### Your instructions
Copy out every line of the data that has the word "image" somewhere in it.

[Saved data entries]
- - - - -

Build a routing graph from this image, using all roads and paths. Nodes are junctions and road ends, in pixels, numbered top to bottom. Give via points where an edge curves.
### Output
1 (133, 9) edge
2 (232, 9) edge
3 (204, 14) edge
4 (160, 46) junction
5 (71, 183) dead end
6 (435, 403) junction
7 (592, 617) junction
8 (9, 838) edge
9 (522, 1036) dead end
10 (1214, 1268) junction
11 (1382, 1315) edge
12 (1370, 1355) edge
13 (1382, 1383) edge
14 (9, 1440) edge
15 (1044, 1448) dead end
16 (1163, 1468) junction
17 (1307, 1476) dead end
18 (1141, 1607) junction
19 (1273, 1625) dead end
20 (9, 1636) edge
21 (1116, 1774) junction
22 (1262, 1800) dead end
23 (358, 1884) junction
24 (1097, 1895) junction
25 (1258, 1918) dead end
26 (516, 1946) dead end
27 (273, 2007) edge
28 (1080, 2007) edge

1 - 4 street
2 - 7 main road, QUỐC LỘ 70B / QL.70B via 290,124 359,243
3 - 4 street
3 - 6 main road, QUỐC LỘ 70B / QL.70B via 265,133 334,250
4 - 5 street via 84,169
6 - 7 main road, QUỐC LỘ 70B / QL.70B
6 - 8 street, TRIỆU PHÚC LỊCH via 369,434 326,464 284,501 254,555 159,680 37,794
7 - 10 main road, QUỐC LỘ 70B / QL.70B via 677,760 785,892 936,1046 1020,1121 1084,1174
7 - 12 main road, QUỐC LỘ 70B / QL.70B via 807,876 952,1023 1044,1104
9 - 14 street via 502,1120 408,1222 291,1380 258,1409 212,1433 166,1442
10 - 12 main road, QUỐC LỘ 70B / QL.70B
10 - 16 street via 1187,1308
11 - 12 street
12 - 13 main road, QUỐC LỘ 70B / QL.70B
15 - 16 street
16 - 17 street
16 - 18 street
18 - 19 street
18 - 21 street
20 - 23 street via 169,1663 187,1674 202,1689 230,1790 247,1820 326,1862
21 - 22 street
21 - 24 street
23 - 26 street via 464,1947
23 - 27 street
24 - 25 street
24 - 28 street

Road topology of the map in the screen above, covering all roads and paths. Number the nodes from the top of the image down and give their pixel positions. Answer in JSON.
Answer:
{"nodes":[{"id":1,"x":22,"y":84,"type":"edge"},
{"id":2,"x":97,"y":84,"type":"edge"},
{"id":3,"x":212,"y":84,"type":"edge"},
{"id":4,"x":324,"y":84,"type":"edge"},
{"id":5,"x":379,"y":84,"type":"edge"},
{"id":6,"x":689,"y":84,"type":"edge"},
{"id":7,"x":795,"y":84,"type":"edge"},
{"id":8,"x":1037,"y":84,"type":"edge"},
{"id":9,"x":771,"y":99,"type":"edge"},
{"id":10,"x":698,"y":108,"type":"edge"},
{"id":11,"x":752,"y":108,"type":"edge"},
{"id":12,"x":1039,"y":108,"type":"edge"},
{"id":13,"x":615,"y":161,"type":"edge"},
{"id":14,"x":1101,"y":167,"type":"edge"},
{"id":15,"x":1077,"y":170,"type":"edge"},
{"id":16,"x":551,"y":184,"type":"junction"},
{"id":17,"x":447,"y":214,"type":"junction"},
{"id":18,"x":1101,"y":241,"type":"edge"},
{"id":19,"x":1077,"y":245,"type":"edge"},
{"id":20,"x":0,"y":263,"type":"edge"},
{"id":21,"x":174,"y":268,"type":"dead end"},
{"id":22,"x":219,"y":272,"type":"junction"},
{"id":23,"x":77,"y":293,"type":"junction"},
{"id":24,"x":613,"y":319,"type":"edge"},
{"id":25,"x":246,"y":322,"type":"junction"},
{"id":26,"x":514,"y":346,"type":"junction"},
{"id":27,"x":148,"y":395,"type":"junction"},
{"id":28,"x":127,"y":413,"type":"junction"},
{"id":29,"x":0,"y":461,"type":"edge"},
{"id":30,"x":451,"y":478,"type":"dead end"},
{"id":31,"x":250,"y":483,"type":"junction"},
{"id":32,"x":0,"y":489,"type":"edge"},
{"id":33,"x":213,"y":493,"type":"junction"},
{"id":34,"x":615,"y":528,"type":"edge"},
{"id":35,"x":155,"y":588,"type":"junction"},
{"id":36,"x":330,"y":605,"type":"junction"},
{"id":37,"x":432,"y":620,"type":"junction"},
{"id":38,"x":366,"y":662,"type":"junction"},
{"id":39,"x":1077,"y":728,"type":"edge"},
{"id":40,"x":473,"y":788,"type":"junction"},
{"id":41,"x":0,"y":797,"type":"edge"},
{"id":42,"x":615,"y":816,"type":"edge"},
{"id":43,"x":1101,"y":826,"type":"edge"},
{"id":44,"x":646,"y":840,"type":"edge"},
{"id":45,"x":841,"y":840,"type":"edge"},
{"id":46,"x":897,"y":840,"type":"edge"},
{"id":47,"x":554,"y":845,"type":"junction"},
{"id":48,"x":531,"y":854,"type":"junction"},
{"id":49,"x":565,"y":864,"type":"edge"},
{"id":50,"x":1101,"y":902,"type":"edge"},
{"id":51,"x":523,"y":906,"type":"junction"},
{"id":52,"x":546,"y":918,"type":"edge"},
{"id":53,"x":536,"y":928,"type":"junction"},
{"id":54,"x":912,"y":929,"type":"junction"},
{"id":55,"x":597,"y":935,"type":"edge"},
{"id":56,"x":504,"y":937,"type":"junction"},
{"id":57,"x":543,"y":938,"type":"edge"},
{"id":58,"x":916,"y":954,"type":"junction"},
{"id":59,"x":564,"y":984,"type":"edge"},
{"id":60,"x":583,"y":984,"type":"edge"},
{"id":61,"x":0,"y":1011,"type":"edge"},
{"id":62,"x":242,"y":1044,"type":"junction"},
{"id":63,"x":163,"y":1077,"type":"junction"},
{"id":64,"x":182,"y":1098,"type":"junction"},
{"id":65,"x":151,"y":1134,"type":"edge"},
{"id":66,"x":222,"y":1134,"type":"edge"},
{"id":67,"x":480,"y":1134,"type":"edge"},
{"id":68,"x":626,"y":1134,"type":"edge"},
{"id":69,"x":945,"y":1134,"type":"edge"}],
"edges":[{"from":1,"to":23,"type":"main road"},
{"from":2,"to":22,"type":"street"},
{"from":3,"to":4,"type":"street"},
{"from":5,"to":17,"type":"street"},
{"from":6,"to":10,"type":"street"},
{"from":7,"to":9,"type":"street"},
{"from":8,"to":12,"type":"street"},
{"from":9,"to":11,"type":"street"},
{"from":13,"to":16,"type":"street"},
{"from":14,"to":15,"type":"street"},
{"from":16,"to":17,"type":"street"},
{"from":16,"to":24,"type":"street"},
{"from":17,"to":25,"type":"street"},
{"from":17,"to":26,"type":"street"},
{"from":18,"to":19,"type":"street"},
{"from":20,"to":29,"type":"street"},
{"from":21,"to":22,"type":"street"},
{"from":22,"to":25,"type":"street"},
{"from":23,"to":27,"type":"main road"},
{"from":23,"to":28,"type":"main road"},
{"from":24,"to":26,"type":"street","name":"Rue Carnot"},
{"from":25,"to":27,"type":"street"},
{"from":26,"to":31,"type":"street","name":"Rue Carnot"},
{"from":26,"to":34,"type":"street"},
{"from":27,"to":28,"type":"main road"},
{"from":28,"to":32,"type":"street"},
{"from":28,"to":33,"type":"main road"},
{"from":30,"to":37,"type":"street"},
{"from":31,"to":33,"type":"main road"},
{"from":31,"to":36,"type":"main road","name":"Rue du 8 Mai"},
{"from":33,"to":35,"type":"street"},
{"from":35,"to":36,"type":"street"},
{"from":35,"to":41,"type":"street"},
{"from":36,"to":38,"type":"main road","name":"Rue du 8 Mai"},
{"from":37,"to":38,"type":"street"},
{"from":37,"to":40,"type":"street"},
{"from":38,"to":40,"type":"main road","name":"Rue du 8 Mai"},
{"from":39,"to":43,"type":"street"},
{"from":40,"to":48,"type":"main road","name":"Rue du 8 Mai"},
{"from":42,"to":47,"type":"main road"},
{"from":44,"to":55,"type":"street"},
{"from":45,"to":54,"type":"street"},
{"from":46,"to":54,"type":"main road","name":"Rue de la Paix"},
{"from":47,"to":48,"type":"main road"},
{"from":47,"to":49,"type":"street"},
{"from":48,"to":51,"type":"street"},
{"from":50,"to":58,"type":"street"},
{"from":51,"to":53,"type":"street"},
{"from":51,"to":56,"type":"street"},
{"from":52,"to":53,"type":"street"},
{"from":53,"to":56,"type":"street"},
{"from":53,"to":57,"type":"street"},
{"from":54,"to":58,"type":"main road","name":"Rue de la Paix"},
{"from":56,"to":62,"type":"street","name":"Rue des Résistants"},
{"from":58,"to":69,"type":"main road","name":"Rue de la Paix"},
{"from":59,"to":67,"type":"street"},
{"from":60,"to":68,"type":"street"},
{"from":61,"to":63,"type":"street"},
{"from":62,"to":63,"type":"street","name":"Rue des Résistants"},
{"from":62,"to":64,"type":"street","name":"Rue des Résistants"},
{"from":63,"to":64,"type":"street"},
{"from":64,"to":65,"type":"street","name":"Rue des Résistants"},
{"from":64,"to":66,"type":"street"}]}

- - - - -

### Response area
Build a routing graph from this image, using all roads and paths. Nodes are junctions and road ends, in pixels, numbered top to bottom. Give via points where an edge curves.
Road topology of the map in the screen above, covering all roads and paths. Number the nodes from the top of the image down and give their pixel positions. Answer in JSON.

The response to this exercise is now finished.